**Task requirements:**
Give back the exact lines of the material below from the one containing "pinky dip: (403, 231)" through the one containing "pinky mcp: (342, 230)", and no pictures.

═════ Record extracts ═════

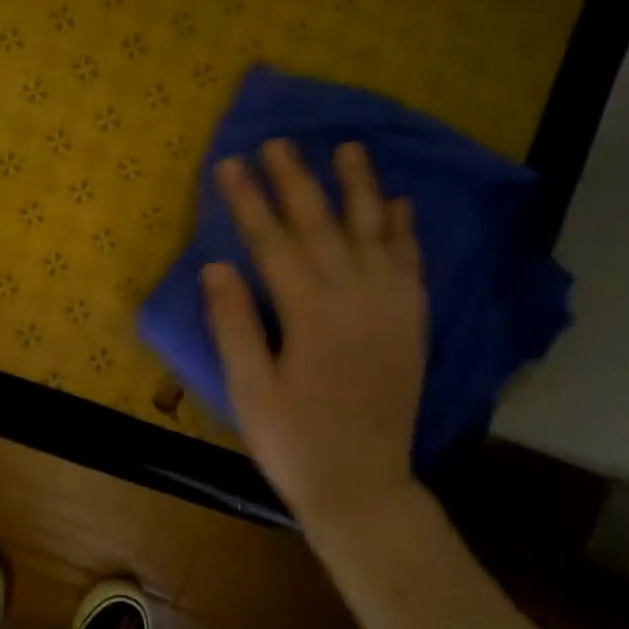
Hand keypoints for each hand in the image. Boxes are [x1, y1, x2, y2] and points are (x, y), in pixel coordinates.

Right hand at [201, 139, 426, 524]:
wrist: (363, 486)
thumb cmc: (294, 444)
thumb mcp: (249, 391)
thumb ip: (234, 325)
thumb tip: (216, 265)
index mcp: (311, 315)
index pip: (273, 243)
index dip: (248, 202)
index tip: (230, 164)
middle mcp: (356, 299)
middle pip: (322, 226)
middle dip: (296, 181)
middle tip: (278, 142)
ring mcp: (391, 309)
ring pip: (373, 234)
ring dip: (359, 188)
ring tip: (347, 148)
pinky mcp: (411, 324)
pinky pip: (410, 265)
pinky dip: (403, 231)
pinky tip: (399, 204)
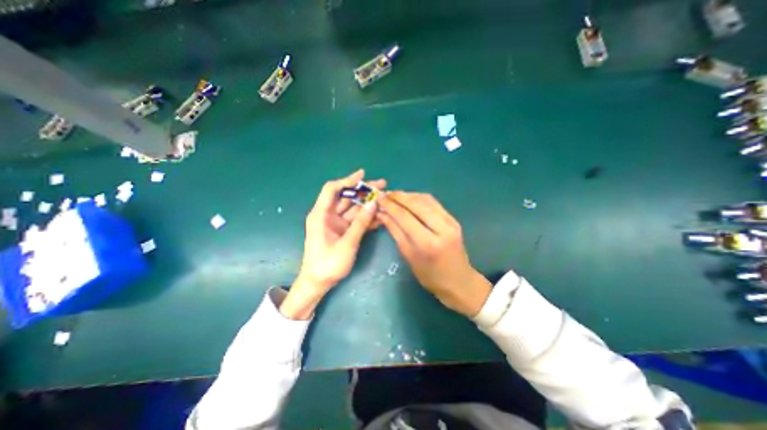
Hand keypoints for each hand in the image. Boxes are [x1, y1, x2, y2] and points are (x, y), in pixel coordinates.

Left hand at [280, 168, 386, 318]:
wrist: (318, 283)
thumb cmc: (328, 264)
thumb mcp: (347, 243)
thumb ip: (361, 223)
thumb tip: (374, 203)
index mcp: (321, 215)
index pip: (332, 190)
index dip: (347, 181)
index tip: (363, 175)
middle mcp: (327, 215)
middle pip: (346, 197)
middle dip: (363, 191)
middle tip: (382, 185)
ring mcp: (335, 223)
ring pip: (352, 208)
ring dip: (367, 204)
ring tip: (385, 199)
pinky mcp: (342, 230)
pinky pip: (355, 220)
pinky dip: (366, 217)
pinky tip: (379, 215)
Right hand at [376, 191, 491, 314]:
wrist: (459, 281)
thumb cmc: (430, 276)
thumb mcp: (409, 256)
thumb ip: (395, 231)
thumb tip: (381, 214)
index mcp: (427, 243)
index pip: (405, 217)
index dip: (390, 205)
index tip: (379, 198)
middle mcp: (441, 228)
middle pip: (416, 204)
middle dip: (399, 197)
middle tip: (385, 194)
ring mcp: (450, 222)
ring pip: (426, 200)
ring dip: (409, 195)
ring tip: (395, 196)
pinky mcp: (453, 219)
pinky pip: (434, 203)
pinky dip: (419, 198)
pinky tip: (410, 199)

═════
═════ Record extracts ═════

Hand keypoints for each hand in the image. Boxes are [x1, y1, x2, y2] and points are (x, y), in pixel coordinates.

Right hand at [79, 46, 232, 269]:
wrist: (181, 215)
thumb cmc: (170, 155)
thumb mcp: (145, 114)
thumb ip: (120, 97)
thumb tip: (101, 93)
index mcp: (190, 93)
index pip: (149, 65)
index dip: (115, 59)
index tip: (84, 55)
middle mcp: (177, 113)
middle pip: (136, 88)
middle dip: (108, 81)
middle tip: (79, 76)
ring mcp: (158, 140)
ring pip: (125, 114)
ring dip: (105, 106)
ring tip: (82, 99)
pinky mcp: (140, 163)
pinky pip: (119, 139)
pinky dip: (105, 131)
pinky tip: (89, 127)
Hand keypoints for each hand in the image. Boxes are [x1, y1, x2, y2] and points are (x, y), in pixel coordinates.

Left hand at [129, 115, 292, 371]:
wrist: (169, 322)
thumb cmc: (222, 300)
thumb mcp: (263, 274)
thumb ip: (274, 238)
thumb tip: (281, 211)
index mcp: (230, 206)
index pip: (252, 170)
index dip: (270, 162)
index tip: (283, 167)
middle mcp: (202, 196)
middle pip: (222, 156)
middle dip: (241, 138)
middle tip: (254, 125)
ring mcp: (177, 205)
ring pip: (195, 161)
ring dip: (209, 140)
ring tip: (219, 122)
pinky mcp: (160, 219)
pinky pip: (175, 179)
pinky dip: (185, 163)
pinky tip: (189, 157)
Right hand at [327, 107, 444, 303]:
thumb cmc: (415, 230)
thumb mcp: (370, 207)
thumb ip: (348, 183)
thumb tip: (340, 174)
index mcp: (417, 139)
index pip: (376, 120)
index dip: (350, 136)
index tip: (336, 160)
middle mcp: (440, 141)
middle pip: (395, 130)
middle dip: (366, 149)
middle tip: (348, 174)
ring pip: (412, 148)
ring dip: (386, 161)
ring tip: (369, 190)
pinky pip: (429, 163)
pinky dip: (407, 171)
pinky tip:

═════

**Exercise answer:**
pinky dip: (403, 231)
pinky tip: (399, 204)
Hand keypoints for each hand in the image. Boxes are [x1, y1, x2, y2] and points are (x, y), in pixel coordinates.

Left hand at [280, 168, 386, 318]:
wrist: (318, 283)
thumb cmc: (328, 264)
thumb mcp: (347, 243)
thumb ip: (361, 223)
thumb tip: (374, 203)
index mcp: (321, 215)
index pip: (332, 190)
index dip: (347, 181)
index tip: (363, 175)
middle mcp: (327, 215)
middle pip: (346, 197)
middle dip: (363, 191)
middle tip: (382, 185)
ring mcp: (335, 223)
ring pip: (352, 208)
ring dip: (367, 204)
ring tip: (385, 199)
pinky mcp: (342, 230)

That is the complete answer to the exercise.